In respect of character a face may make certain admissions by its outline; but it fully confesses only in its changes. So much is this the case that what is called the play of the features often helps more in understanding a man or woman than the earnest labors of all the others members together.
~ The Return of the Native by Thomas Hardy

Sometimes a flash of expression merely adds depth to characterization. In The Portrait of a Lady by Henry James, Caspar Goodwood did not have to tell Henrietta Stackpole in words that he was desperate to meet Isabel Archer in England.
"Did he ask you to speak to me?"
"Not in so many words. But his eyes asked it -- and his handshake, when he bade me good-bye."
~ The Portrait of a Lady by Henry James

It can mean more than what a character actually says in dialogue. Sometimes what is written on a character's face even contradicts what he says.
...[Anna] was not listening to [Vronsky's] words, she was reading his thoughts from the expression of his face. 
~ Anna Karenina by Leo Tolstoy

Often what flashes across a character's face is critical to the plot. In Crime and Punishment, Raskolnikov is burdened with attempting to conceal his guilt from Porfiry Petrovich, the magistrate in charge of investigating the murder of an elderly pawn broker and her sister.
Porfiry Petrovich suddenly looked at [Raskolnikov] with obvious mockery, narrowing his eyes and as if winking at him. However, perhaps it only seemed so to Raskolnikov, because it lasted no more than an instant.
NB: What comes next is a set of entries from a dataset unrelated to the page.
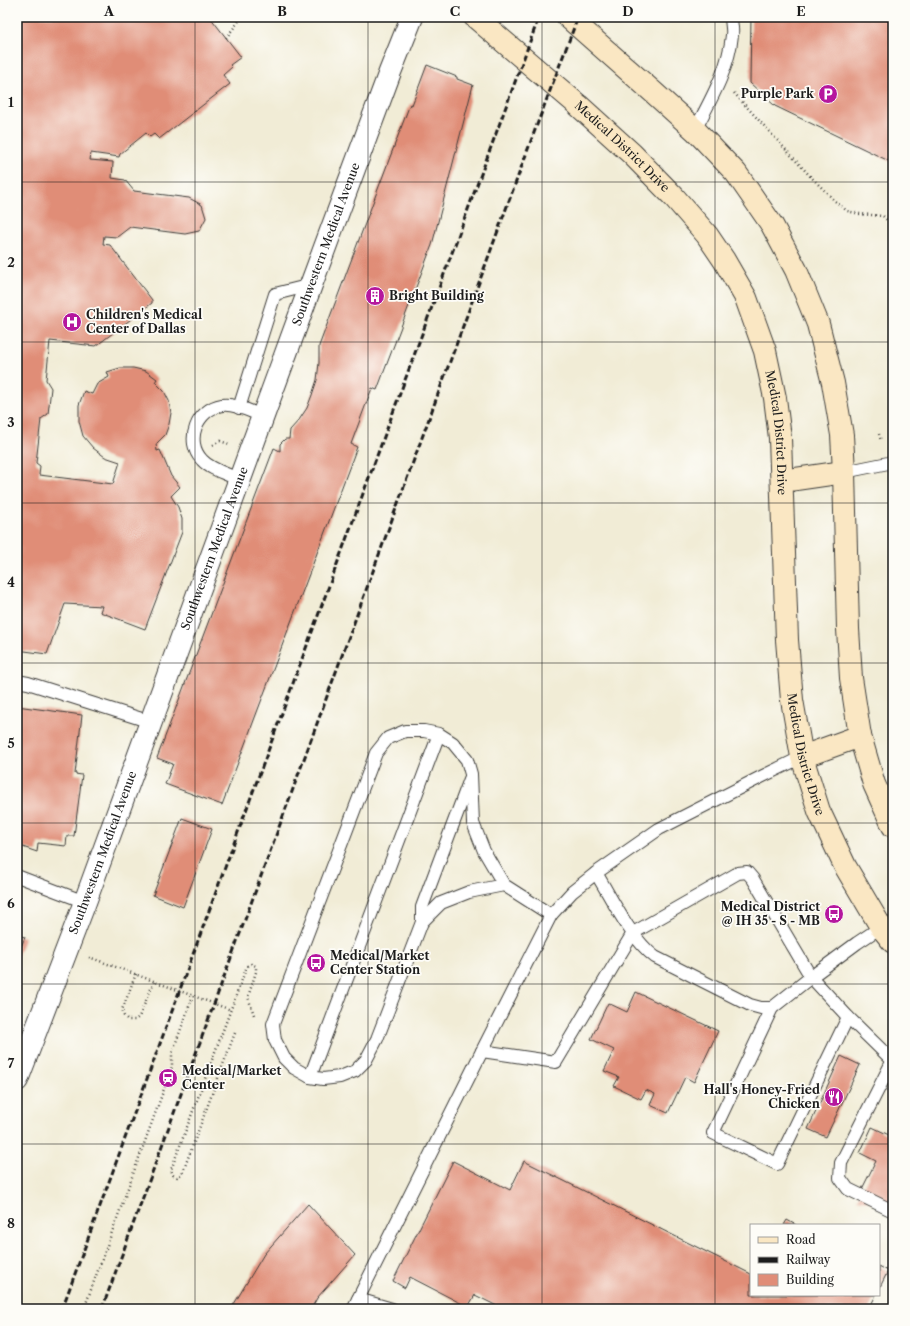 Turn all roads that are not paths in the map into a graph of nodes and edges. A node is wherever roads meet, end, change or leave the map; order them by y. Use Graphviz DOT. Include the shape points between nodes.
graph roads {
  1 [pos="412,17"];
  2 [pos="475,17"];
  3 [pos="568,17"];
  4 [pos="731,17"];
  5 [pos="695,130"];
  6 [pos="311,285"];
  7 [pos="239,408"];
  8 [pos="263,416"];
  9 [pos="893,462"];
  10 [pos="844,472"];
  11 [pos="240,480"];
  12 [pos="782,480"];
  13 [pos="17,680"];
  14 [pos="151,722"];
  15 [pos="439,734"];
  16 [pos="860,736"];
  17 [pos="802,757"];
  18 [pos="472,774"];
  19 [pos="893,826"];
  20 [pos="596,873"];
  21 [pos="17,876"];
  22 [pos="504,885"];
  23 [pos="85,902"];
  24 [pos="551,915"];
  25 [pos="422,922"];
  26 [pos="633,933"];
  27 [pos="887,934"];
  28 [pos="810,977"];
  29 [pos="772,1008"];
  30 [pos="848,1017"];
  31 [pos="482,1051"];
  32 [pos="893,1061"];
  33 [pos="310,1077"];
  34 [pos="17,1080"];
  35 [pos="893,1211"];
  36 [pos="356,1304"];
  37 [pos="392,1309"];
  1 -- 6 [label="street, Southwestern Medical Avenue"];
  2 -- 12 [label="main road, Medical District Drive" via="632,154 674,196 724,260 746,298 765,351 776,398"];
  3 -- 5 [label="main road"];
  4 -- 5 [label="lane" via="732,34 721,78"];
  5 -- 10 [label="main road" via="736,173 772,225 796,270 818,324 833,383 842,435"];
  6 -- 7 [label="lane" via="275,294"];
  6 -- 8 [label="street, Southwestern Medical Avenue"];
  7 -- 8 [label="lane"];
  7 -- 11 [label="lane" via="222,405 204,414 194,432 194,442 201,460"];
  8 -- 11 [label="street, Southwestern Medical Avenue"];
  9 -- 10 [label="lane"];
  10 -- 12 [label="main road"];
  10 -- 16 [label="main road" via="848,629 851,678"];
  11 -- 14 [label="street, Southwestern Medical Avenue"];
  12 -- 17 [label="main road, Medical District Drive" via="787,640 791,692"];
  13 -- 14 [label="lane"];
  14 -- 23 [label="street, Southwestern Medical Avenue"];
  15 -- 18 [label="lane" via="454,743 467,760"];
  15 -- 33 [label="lane"];
  15 -- 33 [label="lane" via="405,731 388,738 376,753 273,1024 275,1040 284,1058 294,1068"];
  16 -- 17 [label="main road"];
  16 -- 19 [label="main road" via="874,784"];
  17 -- 20 [label="lane" via="659,829"];
  17 -- 27 [label="main road, Medical District Drive" via="818,811 844,866"];
  18 -- 22 [label="lane" via="473,823 484,851"];
  18 -- 25 [label="lane" via="422,906"];
  20 -- 24 [label="lane" via="572,892"];
  20 -- 26 [label="lane"];
  21 -- 23 [label="lane"];
  22 -- 24 [label="lane"];
  22 -- 25 [label="lane" via="469,892 441,903"];
  23 -- 34 [label="street, Southwestern Medical Avenue"];
  24 -- 31 [label="lane"];
  25 -- 33 [label="lane" via="377,1039 366,1060 356,1071 340,1077"];
  26 -- 28 [label="lane" via="738,874 746,872 753,879"];
  26 -- 29 [label="lane" via="655,958 750,1005"];
  26 -- 31 [label="lane" via="556,1062"];
  27 -- 28 [label="lane" via="857,943"];
  28 -- 29 [label="lane"];
  28 -- 30 [label="lane"];
  29 -- 30 [label="lane" via="713,1133 777,1164"];
  30 -- 32 [label="lane"];
  31 -- 36 [label="lane"];
  32 -- 35 [label="lane" via="841,1163 840,1178 848,1189"];
  36 -- 37 [label="lane"];
}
There was something of the sort, at least. Raskolnikov would have sworn to God that he winked at him, devil knew why."He knows!" flashed in him like lightening. 
~ Crime and Punishment by Fyodor Dostoevsky
In The Portrait of a Lady, Isabel comes upon her husband, Gilbert Osmond engaged in a conversation with their mutual friend, Madame Merle. 
...the thing made an image, lasting only a moment, like a sudden flicker of light. Their relative position, their absorbed mutual gaze struck her as something detected. But it was all over by the time she had fairly seen it.
~The Portrait of a Lady by Henry James
Indeed, body language ultimately reveals all.
"Dost thou know child, wherefore thy mother wears this letter?""Truly I do!" answered Pearl, looking brightly into her mother's face. "It is for the same reason that the minister keeps his hand over his heart!" 
~ The Scarlet Letter by Nathaniel Hawthorne
"Your poor lip is twitching again, like the other day," Porfiry Pertrovich muttered, even as if sympathetically. 
~ Crime and Punishment by Fyodor Dostoevsky
And of course it is especially effective in a love scene.
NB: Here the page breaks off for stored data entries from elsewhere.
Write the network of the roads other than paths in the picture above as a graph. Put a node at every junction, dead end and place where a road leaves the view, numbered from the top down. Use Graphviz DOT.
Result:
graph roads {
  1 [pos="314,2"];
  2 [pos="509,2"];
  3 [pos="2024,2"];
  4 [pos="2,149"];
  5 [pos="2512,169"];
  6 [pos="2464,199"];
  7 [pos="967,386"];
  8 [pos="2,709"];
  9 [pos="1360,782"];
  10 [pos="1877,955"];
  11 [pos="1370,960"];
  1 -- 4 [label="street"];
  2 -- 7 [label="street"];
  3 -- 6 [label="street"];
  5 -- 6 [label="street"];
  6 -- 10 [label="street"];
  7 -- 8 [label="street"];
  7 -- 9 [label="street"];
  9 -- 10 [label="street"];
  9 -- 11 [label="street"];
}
Yeobright and Eustacia looked at each other for one instant, as if each had in mind those few moments during which a certain moonlit scene was common to both.
The Return of the Native by Thomas Hardy
The moment had arrived when [Eustacia's] lip would tremble in spite of herself, and when the gasp could no longer be kept down. 
The Return of the Native by Thomas Hardy
At the very instant when the apparition was vanishing, [Kitty's] truthful eyes glanced at [Levin]. She recognized him, and her face lighted up with amazed delight.
~ Anna Karenina by Leo Tolstoy



Did I mention it is effective in a love scene? Oh yes

Here is Kitty and Levin's love scene:
. . . swift, swift light steps sounded on the parquet, and his bliss, his life, himself -- what was best in himself, what he had so long sought and longed for -- was quickly, so quickly approaching him. She did not walk but seemed, by some unseen force, to float to him. He saw nothing but her clear, truthful eyes, frightened by the same bliss of love that flooded his heart. Those eyes were shining nearer and nearer, blinding him with their light of love. She stopped close to him, touching him. Her hands rose and dropped on his shoulders. She had done all she could -- she had run up to him and given herself up entirely, shyly, blissfully. He put his arms around her and pressed his lips to her mouth that sought his kiss.  
~ Anna Karenina by Leo Tolstoy



I have collected literally hundreds of examples of blink from my reading. It was difficult to choose which ones to share with you for this post. I hope these quotes will inspire you to be more attentive to facial expressions and body language in both literature and life.

Friday, February 22, 2013

The Beautiful Expression of Her Dark Eyes

Lately I've been following a wonderful blog called Scribblepreach. I've noticed once a week the author, Nick McDonald, puts up a post that is simply a quote pulled from his reading. I love that idea! Imitation is the sincerest form of flattery, right? Nick is a very thoughtful writer. Also, and he and his wife are working on a children's book together! I hope you'll take the time to check out his blog.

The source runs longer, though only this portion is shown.